Your task:
Write out each entry below exactly. Do not include the images.

*** Opening Record set ***

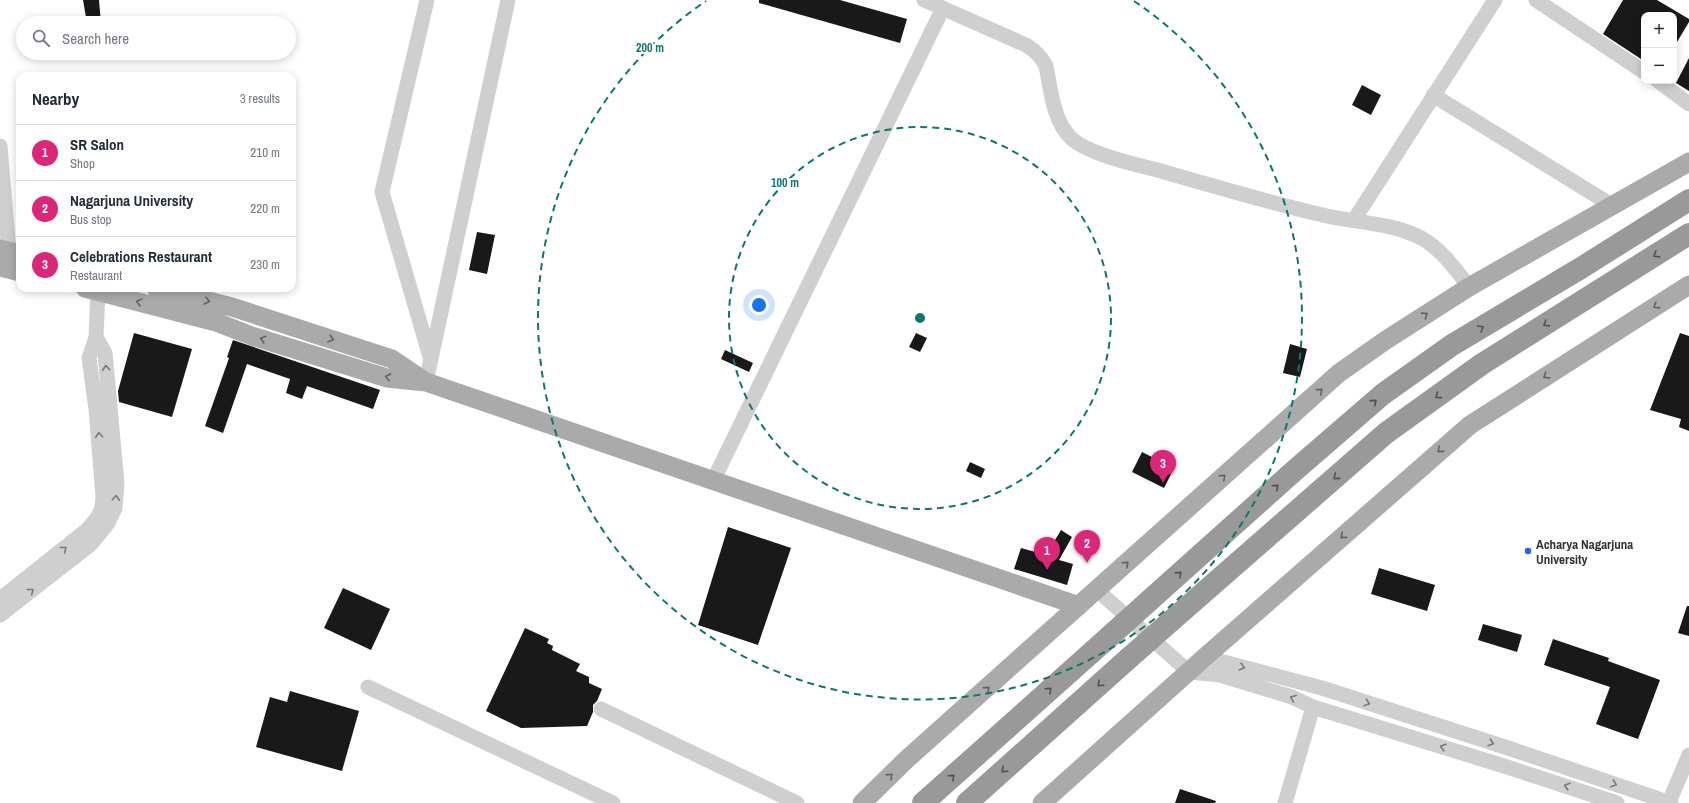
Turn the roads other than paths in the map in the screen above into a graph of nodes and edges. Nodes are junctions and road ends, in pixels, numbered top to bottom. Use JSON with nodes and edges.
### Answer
{"nodes":[{"id":1,"x":427,"y":0,"type":"edge"},
{"id":2,"x":508,"y":0,"type":"edge"},
{"id":3,"x":924,"y":0,"type":"edge"},
{"id":4,"x":1495,"y":0,"type":"edge"},
{"id":5,"x":1536,"y":0,"type":"edge"},
{"id":6,"x":943,"y":8,"type":"junction"},
{"id":7,"x":1641,"y":70,"type":"edge"},
{"id":8,"x":1662,"y":84,"type":"edge"},
{"id":9,"x":1433,"y":95,"type":"junction"},
{"id":10,"x":1689,"y":104,"type":"edge"},
{"id":11,"x":0,"y":146,"type":"edge"},
{"id":12,"x":1689,"y":162,"type":"edge"},
{"id":13,"x":1689,"y":200,"type":"edge"},
{"id":14,"x":1613,"y":206,"type":"junction"},
{"id":15,"x":1354,"y":220,"type":"junction"},
{"id":16,"x":1689,"y":234,"type":"edge"},
{"id":17,"x":7,"y":256,"type":"edge"},
{"id":18,"x":16,"y":267,"type":"edge"},
{"id":19,"x":1689,"y":285,"type":"edge"},
{"id":20,"x":1470,"y":286,"type":"junction"},
{"id":21,"x":91,"y":292,"type":"edge"},
{"id":22,"x":99,"y":292,"type":"edge"},
{"id":23,"x":172,"y":292,"type":"edge"},
{"id":24,"x":431,"y":359,"type":"junction"},
{"id":25,"x":426,"y":382,"type":"junction"},
{"id":26,"x":713,"y":481,"type":"junction"},
{"id":27,"x":103,"y":521,"type":"junction"},
{"id":28,"x":1097,"y":590,"type":"junction"},
{"id":29,"x":0,"y":598,"type":"edge"},
{"id":30,"x":1079,"y":606,"type":"junction"},
{"id":31,"x":0,"y":615,"type":"edge"},
{"id":32,"x":1205,"y":656,"type":"junction"},
{"id":33,"x":1189,"y":672,"type":"junction"},
{"id":34,"x":368,"y":687,"type":"dead end"},
{"id":35,"x":1313,"y":707,"type":"junction"},
{"id":36,"x":601,"y":709,"type":"dead end"},
{"id":37,"x":1689,"y":755,"type":"edge"},
{"id":38,"x":613,"y":803,"type":"edge"},
{"id":39,"x":797,"y":803,"type":"edge"},
{"id":40,"x":862,"y":803,"type":"edge"},
{"id":41,"x":923,"y":803,"type":"edge"},
{"id":42,"x":967,"y":803,"type":"edge"},
{"id":43,"x":1042,"y":803,"type":"edge"},
{"id":44,"x":1285,"y":803,"type":"edge"},
{"id":45,"x":1617,"y":803,"type":"edge"},
{"id":46,"x":1670,"y":803,"type":"edge"}],
"edges":[{"from":1,"to":24,"type":"street"},
{"from":2,"to":24,"type":"street"},
{"from":3,"to":6,"type":"street"},
{"from":4,"to":9,"type":"street"},
{"from":5,"to":7,"type":"street"},
{"from":6,"to":15,"type":"street"},
{"from":6,"to":26,"type":"street"},
{"from":8,"to":10,"type":"street"},
{"from":9,"to":14,"type":"street"},
{"from":9,"to":15,"type":"street"},
{"from":11,"to":17,"type":"street"},
{"from":12,"to":14,"type":"main road"},
{"from":41,"to":13,"type":"highway","one_way":true,"bridge":true},
{"from":14,"to":20,"type":"main road"},
{"from":15,"to":20,"type":"street"},
{"from":16,"to":42,"type":"highway","one_way":true,"bridge":true},
{"from":17,"to":18,"type":"main road"},
{"from":19,"to":32,"type":"main road","one_way":true},
{"from":28,"to":20,"type":"main road","one_way":true},
{"from":27,"to":21,"type":"street","one_way":true},
{"from":25,"to":22,"type":"main road","one_way":true},
{"from":23,"to":25,"type":"main road","one_way":true},
{"from":24,"to":25,"type":"street"},
{"from":25,"to":26,"type":"main road"},
{"from":26,"to":30,"type":"main road"},
{"from":29,"to":27,"type":"street","one_way":true},
{"from":31,"to":27,"type":"street","one_way":true},
{"from":28,"to":30,"type":"main road"},
{"from":28,"to":33,"type":"street"},
{"from":40,"to":30,"type":"main road","one_way":true},
{"from":32,"to":33,"type":"main road"},
{"from":32,"to":46,"type":"street","one_way":true},
{"from":35,"to":33,"type":"street","one_way":true},
{"from":33,"to":43,"type":"main road"},
{"from":34,"to":38,"type":"street"},
{"from":35,"to":44,"type":"street"},
{"from":45,"to":35,"type":"street","one_way":true},
{"from":36,"to":39,"type":"street"},
{"from":37,"to":46,"type":"street"}]}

*** Closing Record set ***

Response for this exercise:
Turn the roads other than paths in the map in the screen above into a graph of nodes and edges. Nodes are junctions and road ends, in pixels, numbered top to bottom. Use JSON with nodes and edges.
### Answer
{"nodes":[{"id":1,"x":427,"y":0,"type":"edge"},
{"id":2,"x":508,"y":0,"type":"edge"},
{"id":3,"x":924,"y":0,"type":"edge"},
{"id":4,"x":1495,"y":0,"type":"edge"},
{"id":5,"x":1536,"y":0,"type":"edge"},
{"id":6,"x":943,"y":8,"type":"junction"},
{"id":7,"x":1641,"y":70,"type":"edge"},
{"id":8,"x":1662,"y":84,"type":"edge"},
{"id":9,"x":1433,"y":95,"type":"junction"},
{"id":10,"x":1689,"y":104,"type":"edge"},
{"id":11,"x":0,"y":146,"type":"edge"},
{"id":12,"x":1689,"y":162,"type":"edge"},
{"id":13,"x":1689,"y":200,"type":"edge"},
{"id":14,"x":1613,"y":206,"type":"junction"},
{"id":15,"x":1354,"y":220,"type":"junction"},
{"id":16,"x":1689,"y":234,"type":"edge"},
{"id":17,"x":7,"y":256,"type":"edge"},
{"id":18,"x":16,"y":267,"type":"edge"},
{"id":19,"x":1689,"y":285,"type":"edge"},
{"id":20,"x":1470,"y":286,"type":"junction"},
{"id":21,"x":91,"y":292,"type":"edge"},
{"id":22,"x":99,"y":292,"type":"edge"},
{"id":23,"x":172,"y":292,"type":"edge"},
{"id":24,"x":431,"y":359,"type":"junction"},
{"id":25,"x":426,"y":382,"type":"junction"},
{"id":26,"x":713,"y":481,"type":"junction"},
{"id":27,"x":103,"y":521,"type":"junction"},
{"id":28,"x":1097,"y":590,"type":"junction"},
{"id":29,"x":0,"y":598,"type":"edge"},
{"id":30,"x":1079,"y":606,"type":"junction"},
{"id":31,"x":0,"y":615,"type":"edge"},
{"id":32,"x":1205,"y":656,"type":"junction"},
{"id":33,"x":1189,"y":672,"type":"junction"},
{"id":34,"x":368,"y":687,"type":"dead end"},
{"id":35,"x":1313,"y":707,"type":"junction"},
{"id":36,"x":601,"y":709,"type":"dead end"},
{"id":37,"x":1689,"y":755,"type":"edge"},
{"id":38,"x":613,"y":803,"type":"edge"},
{"id":39,"x":797,"y":803,"type":"edge"},
{"id":40,"x":862,"y":803,"type":"edge"},
{"id":41,"x":923,"y":803,"type":"edge"},
{"id":42,"x":967,"y":803,"type":"edge"},
{"id":43,"x":1042,"y":803,"type":"edge"},
{"id":44,"x":1285,"y":803,"type":"edge"},
{"id":45,"x":1617,"y":803,"type":"edge"},
{"id":46,"x":1670,"y":803,"type":"edge"}],
"edges":[{"from":1,"to":24,"type":"street"},
{"from":2,"to":24,"type":"street"},
{"from":3,"to":6,"type":"street"},
{"from":4,"to":9,"type":"street"},
{"from":5,"to":7,"type":"street"},
{"from":6,"to":15,"type":"street"},
{"from":6,"to":26,"type":"street"},
{"from":8,"to":10,"type":"street"},
{"from":9,"to":14,"type":"street"},
{"from":9,"to":15,"type":"street"},
{"from":11,"to":17,"type":"street"},
{"from":12,"to":14,"type":"main road"},
{"from":41,"to":13,"type":"highway","one_way":true,"bridge":true},
{"from":14,"to":20,"type":"main road"},
{"from":15,"to":20,"type":"street"},
{"from":16,"to":42,"type":"highway","one_way":true,"bridge":true},
{"from":17,"to":18,"type":"main road"},
{"from":19,"to":32,"type":"main road","one_way":true},
{"from":28,"to":20,"type":"main road","one_way":true},
{"from":27,"to":21,"type":"street","one_way":true},
{"from":25,"to":22,"type":"main road","one_way":true},
{"from":23,"to":25,"type":"main road","one_way":true},
{"from":24,"to":25,"type":"street"},
{"from":25,"to":26,"type":"main road"},
{"from":26,"to":30,"type":"main road"},
{"from":29,"to":27,"type":"street","one_way":true},
{"from":31,"to":27,"type":"street","one_way":true},
{"from":28,"to":30,"type":"main road"},
{"from":28,"to":33,"type":"street"},
{"from":40,"to":30,"type":"main road","one_way":true},
{"from":32,"to":33,"type":"main road"},
{"from":32,"to":46,"type":"street","one_way":true},
{"from":35,"to":33,"type":"street","one_way":true},
{"from":33,"to":43,"type":"main road"},
{"from":34,"to":38,"type":"street"},
{"from":35,"to":44,"type":"street"},
{"from":45,"to":35,"type":"street","one_way":true},
{"from":36,"to":39,"type":"street"},
{"from":37,"to":46,"type":"street"}]}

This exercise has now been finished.